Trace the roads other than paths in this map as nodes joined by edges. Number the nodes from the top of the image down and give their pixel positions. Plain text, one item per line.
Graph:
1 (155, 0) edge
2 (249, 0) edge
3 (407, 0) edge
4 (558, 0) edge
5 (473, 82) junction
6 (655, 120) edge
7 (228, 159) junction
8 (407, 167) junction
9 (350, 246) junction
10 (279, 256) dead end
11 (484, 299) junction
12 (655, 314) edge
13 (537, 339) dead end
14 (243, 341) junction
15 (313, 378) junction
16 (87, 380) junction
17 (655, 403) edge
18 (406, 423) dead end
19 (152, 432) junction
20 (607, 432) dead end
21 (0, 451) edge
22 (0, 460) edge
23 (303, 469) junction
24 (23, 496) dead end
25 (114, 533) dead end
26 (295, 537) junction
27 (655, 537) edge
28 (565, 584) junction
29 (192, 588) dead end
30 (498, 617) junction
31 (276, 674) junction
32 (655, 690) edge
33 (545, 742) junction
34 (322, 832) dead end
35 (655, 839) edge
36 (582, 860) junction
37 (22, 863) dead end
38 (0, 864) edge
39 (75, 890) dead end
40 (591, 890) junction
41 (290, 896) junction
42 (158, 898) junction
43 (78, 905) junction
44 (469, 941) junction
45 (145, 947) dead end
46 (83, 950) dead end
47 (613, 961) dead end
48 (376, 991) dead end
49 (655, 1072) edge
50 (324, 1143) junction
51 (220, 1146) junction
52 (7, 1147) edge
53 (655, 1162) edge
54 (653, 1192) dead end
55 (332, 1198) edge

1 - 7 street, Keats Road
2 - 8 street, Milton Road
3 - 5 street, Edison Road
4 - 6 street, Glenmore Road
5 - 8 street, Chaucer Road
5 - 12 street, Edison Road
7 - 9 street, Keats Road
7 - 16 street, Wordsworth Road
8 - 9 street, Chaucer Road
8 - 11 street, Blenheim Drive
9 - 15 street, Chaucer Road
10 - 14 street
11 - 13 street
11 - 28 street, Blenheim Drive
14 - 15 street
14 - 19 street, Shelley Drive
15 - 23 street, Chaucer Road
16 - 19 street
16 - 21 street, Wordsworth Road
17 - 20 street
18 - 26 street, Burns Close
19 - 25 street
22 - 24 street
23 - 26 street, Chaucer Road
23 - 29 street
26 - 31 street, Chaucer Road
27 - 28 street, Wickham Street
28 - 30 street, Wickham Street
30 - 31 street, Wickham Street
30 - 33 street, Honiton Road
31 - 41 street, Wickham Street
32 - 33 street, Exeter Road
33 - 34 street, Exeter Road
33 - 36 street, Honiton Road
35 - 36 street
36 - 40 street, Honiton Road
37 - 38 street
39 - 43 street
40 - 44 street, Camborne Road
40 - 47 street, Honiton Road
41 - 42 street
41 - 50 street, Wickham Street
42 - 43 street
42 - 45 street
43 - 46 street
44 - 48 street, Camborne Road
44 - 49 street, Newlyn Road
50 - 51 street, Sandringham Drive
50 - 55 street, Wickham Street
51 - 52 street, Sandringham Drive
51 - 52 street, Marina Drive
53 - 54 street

..............................

Task directions:
Using the material above, tally the lines that hold the string "Drive". Reply with the number alone.

Task answer:
6